* [What you have to do]:
Scan the data for "北京东路" and copy each matching line.
───── Data extract
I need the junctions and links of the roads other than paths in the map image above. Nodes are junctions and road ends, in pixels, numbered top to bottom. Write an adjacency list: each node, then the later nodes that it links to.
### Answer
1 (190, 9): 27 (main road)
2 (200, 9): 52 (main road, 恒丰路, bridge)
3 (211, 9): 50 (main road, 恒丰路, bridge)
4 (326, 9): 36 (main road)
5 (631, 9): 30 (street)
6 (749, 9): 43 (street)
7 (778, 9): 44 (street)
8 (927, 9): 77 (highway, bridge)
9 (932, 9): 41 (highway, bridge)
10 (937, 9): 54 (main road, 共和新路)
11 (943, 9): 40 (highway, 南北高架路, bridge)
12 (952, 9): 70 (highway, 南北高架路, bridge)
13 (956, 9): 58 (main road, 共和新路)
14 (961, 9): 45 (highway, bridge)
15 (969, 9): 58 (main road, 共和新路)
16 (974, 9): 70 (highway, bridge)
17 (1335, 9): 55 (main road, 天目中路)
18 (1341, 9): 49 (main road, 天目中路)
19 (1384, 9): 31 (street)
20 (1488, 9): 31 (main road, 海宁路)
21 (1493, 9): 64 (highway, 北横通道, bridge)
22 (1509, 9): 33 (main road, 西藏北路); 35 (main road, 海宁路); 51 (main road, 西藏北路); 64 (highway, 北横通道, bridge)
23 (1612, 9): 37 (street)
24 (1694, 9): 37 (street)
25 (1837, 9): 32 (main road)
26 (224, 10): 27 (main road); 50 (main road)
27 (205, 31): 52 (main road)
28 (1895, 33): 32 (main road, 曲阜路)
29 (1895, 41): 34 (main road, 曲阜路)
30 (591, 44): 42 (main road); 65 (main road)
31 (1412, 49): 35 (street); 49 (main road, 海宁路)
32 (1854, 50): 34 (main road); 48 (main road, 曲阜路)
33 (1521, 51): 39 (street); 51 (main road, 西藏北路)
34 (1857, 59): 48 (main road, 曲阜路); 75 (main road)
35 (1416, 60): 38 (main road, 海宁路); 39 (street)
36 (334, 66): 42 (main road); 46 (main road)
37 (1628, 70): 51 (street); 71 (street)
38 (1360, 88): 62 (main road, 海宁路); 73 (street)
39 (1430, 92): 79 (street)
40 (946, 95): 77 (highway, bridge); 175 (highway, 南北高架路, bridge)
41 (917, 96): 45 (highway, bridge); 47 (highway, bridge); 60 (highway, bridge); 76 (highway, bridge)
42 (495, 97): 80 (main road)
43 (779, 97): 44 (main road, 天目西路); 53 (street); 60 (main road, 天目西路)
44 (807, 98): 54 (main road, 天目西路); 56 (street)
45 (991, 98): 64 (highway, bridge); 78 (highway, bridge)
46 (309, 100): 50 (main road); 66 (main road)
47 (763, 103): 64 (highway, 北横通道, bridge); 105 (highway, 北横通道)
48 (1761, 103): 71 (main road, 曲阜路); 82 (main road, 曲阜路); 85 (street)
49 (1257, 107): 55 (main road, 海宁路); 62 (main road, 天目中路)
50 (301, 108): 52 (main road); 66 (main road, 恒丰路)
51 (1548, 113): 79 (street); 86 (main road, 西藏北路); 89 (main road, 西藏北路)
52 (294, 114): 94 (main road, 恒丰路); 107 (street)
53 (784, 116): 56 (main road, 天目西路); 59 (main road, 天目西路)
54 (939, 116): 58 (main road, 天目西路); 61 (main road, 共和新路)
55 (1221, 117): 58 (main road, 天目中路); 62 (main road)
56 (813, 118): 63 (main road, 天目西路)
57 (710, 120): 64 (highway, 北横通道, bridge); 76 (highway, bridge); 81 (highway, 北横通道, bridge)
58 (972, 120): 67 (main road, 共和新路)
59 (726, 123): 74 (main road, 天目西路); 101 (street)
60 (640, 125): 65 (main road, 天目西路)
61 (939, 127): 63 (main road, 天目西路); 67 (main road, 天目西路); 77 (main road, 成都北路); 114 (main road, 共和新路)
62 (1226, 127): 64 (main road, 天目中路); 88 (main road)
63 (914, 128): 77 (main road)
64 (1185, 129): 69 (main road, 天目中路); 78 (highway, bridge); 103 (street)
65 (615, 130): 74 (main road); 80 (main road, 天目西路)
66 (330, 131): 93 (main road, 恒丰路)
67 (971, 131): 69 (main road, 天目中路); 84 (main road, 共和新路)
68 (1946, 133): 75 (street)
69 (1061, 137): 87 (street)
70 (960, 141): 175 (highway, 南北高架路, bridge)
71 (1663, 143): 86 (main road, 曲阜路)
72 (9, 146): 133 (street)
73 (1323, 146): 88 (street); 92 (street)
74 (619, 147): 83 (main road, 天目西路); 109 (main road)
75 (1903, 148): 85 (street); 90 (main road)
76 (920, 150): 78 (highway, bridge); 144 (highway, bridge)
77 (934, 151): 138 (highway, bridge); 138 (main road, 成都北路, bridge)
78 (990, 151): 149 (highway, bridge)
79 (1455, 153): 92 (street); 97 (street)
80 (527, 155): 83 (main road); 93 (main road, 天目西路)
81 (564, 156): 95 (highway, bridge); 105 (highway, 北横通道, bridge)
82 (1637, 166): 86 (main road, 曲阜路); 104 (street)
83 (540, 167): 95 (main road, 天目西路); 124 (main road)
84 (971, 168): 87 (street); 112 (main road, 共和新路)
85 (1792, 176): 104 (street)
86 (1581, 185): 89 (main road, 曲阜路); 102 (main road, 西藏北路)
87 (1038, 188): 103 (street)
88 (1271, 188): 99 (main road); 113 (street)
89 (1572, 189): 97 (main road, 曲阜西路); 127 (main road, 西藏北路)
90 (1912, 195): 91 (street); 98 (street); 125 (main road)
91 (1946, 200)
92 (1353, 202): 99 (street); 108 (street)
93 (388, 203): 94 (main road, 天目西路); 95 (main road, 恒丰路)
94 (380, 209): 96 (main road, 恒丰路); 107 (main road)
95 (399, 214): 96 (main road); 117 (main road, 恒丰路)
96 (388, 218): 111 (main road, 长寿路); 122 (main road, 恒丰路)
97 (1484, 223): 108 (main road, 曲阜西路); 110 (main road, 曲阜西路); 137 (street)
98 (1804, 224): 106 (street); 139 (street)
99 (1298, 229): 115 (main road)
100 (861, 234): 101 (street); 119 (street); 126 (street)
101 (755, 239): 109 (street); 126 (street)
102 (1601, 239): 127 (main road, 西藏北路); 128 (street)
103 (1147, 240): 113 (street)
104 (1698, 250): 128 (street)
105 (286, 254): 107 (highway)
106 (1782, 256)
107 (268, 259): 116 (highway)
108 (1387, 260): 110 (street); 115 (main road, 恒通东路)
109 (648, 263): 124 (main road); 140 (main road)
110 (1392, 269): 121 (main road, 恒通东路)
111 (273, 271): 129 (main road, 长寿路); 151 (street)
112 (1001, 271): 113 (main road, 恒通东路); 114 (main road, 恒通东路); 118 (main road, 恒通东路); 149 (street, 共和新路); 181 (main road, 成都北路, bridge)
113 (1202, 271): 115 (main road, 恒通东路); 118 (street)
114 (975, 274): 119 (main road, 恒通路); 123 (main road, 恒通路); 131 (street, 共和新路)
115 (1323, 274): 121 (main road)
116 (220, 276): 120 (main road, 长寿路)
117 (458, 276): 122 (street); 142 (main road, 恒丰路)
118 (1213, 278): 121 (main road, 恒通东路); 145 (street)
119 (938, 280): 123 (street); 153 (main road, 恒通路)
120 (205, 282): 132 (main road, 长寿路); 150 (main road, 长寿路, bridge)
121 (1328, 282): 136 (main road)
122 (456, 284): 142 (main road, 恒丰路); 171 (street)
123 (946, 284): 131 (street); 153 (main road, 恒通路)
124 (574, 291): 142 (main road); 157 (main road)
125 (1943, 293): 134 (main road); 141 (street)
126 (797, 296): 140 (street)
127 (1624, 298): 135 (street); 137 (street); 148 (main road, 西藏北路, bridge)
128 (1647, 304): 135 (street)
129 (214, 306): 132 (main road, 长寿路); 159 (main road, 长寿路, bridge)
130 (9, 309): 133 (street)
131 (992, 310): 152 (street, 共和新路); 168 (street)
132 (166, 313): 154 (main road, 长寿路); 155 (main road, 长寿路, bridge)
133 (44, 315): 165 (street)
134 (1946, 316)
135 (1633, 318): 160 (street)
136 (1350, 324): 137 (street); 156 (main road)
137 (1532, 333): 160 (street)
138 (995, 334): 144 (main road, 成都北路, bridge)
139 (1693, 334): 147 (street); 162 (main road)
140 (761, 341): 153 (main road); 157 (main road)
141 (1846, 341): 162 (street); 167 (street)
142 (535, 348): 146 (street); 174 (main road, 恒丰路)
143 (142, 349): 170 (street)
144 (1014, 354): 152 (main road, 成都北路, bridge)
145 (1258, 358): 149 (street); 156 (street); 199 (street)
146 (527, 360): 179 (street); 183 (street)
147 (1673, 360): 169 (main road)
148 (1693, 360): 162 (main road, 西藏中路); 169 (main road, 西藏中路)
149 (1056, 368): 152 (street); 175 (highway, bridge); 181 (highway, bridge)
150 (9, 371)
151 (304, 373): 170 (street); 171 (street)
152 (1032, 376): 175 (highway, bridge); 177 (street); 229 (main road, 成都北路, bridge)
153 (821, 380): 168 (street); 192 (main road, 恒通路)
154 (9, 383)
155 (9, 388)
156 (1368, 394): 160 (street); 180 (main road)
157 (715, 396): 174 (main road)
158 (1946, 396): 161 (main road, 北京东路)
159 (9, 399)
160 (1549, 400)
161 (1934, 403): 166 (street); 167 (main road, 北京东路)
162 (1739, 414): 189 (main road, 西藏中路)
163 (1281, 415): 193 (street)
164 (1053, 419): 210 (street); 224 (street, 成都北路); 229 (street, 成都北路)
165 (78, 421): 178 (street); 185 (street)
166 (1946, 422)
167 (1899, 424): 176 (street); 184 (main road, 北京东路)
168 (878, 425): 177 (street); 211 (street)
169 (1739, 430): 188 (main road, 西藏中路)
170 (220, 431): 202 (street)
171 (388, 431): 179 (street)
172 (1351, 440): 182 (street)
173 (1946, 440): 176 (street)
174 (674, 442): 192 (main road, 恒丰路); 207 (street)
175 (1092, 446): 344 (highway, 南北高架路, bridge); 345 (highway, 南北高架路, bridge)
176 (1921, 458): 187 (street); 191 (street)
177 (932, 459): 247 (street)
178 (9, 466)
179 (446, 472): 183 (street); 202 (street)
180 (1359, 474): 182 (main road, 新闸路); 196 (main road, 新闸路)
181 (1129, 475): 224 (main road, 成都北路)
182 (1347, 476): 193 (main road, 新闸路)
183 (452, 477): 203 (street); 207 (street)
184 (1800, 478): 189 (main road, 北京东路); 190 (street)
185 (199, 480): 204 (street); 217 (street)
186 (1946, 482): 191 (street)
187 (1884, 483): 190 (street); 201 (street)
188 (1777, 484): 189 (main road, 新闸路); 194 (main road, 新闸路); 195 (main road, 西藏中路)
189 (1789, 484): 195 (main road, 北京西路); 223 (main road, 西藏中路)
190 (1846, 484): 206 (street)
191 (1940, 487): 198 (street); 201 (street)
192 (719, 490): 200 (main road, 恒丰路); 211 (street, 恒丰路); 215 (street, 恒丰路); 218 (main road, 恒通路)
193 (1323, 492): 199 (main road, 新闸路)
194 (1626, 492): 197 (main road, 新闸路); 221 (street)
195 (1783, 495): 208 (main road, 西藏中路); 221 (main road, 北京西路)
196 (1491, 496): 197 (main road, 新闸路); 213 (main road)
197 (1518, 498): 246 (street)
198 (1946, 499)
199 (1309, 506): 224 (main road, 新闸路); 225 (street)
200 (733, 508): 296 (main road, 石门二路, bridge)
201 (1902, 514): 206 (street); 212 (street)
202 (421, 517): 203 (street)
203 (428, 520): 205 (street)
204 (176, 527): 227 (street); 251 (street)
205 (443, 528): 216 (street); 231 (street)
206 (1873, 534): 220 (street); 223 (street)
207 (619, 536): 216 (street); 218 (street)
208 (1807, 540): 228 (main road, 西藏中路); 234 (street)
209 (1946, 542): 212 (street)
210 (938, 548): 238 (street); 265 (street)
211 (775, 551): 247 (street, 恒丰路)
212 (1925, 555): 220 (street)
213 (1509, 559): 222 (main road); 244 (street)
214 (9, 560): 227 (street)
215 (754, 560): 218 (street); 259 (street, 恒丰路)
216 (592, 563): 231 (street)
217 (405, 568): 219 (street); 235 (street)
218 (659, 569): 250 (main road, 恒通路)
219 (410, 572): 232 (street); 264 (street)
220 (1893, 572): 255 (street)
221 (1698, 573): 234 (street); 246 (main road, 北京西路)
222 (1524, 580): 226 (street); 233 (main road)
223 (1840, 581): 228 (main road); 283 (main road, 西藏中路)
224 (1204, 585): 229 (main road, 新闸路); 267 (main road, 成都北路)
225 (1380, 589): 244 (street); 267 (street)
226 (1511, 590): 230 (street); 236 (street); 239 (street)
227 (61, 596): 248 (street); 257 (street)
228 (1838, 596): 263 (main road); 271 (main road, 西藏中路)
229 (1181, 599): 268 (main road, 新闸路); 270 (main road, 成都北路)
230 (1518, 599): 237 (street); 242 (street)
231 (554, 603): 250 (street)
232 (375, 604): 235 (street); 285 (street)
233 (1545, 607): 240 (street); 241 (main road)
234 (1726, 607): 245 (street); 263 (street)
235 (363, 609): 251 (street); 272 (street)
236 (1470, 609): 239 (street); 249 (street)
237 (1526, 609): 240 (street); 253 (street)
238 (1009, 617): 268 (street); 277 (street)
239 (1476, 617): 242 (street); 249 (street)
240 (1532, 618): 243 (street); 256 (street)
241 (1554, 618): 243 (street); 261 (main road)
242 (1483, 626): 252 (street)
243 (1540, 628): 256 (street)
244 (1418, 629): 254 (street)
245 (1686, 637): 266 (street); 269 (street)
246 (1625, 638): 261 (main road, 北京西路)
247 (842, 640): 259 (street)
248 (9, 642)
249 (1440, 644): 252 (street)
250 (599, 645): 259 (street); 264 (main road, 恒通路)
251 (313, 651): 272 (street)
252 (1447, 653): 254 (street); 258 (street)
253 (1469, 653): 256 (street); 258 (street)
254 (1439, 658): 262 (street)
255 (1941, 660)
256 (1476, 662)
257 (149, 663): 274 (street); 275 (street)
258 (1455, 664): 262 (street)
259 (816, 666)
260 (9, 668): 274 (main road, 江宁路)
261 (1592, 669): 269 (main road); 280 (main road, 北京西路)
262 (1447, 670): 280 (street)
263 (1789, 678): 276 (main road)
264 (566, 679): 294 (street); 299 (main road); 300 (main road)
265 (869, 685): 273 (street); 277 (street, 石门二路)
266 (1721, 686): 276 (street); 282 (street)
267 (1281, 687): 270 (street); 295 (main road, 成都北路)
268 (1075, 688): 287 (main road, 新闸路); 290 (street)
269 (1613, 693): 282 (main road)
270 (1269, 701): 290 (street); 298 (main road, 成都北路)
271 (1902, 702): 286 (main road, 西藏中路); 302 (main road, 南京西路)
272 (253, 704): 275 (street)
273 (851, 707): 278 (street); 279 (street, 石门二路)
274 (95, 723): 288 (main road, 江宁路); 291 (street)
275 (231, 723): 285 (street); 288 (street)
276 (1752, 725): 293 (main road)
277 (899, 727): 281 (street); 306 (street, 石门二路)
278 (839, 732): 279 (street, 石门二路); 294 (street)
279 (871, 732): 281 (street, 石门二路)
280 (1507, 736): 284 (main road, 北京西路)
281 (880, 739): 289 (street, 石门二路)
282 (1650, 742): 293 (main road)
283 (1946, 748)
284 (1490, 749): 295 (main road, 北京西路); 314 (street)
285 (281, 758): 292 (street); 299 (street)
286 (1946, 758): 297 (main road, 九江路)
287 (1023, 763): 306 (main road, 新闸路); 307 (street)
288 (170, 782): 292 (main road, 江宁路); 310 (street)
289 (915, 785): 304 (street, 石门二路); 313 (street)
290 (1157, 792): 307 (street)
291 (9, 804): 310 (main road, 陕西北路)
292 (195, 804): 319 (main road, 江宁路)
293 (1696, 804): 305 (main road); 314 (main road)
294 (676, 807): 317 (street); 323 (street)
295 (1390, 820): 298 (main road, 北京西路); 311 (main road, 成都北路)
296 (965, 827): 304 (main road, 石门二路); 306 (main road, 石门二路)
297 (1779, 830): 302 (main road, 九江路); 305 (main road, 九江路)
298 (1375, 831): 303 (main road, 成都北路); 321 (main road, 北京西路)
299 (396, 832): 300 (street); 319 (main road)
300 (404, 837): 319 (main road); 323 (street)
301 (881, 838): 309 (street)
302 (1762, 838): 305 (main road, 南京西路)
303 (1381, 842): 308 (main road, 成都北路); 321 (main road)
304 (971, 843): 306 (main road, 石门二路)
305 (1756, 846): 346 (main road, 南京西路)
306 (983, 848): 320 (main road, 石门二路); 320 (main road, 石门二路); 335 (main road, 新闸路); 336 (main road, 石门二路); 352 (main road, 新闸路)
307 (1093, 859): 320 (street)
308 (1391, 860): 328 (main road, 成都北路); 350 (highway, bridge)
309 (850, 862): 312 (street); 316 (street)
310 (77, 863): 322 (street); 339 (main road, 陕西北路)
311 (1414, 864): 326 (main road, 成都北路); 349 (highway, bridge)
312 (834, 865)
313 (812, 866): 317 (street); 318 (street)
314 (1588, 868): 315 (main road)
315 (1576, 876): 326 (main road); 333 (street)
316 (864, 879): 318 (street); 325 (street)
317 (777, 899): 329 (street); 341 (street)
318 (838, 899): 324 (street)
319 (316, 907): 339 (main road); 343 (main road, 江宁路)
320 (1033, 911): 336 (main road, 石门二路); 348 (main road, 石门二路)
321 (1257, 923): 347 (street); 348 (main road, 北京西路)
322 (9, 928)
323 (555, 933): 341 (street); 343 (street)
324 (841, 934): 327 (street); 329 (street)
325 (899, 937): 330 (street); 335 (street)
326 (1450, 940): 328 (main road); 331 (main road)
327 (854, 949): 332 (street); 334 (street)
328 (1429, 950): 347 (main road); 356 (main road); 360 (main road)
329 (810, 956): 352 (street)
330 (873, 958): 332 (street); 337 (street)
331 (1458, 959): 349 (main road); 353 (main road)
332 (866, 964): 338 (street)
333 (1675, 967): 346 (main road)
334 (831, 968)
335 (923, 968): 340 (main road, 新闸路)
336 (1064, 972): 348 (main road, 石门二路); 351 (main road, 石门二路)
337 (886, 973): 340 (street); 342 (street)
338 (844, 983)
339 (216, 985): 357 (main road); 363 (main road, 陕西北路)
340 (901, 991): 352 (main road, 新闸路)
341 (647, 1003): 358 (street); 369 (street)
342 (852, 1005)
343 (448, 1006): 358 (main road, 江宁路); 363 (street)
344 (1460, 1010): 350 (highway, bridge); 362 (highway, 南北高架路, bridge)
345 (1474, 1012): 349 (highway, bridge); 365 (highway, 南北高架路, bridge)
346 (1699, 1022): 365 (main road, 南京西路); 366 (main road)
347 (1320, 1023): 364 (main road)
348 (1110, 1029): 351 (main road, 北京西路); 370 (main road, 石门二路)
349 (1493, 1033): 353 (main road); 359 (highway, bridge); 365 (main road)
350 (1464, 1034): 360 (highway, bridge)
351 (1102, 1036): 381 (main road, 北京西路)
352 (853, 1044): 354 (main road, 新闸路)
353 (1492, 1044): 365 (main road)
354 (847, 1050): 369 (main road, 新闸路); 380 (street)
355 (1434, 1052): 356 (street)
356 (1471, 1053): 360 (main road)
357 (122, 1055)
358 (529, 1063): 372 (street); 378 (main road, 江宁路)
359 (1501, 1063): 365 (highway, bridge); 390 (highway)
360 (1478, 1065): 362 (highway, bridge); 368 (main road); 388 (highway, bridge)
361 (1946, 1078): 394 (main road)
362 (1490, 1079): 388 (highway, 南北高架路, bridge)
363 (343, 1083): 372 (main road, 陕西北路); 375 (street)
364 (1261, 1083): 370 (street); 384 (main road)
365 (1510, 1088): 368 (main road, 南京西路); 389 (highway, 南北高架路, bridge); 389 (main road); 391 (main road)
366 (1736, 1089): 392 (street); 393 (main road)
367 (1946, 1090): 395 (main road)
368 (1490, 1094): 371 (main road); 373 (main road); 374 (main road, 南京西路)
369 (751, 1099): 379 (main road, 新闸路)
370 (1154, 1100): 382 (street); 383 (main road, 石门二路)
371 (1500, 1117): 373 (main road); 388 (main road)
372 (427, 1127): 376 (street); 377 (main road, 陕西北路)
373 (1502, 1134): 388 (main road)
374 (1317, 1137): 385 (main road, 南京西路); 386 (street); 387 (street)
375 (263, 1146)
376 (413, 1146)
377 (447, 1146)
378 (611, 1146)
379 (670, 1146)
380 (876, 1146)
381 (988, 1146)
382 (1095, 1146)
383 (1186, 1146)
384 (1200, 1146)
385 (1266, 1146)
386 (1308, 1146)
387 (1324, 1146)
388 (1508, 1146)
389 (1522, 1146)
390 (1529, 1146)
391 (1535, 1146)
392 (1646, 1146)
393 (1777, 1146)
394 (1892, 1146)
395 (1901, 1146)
──────────
* [Response to the exercise]:
158 (1946, 396): 161 (main road, 北京东路)
161 (1934, 403): 166 (street); 167 (main road, 北京东路)
167 (1899, 424): 176 (street); 184 (main road, 北京东路)
184 (1800, 478): 189 (main road, 北京东路); 190 (street)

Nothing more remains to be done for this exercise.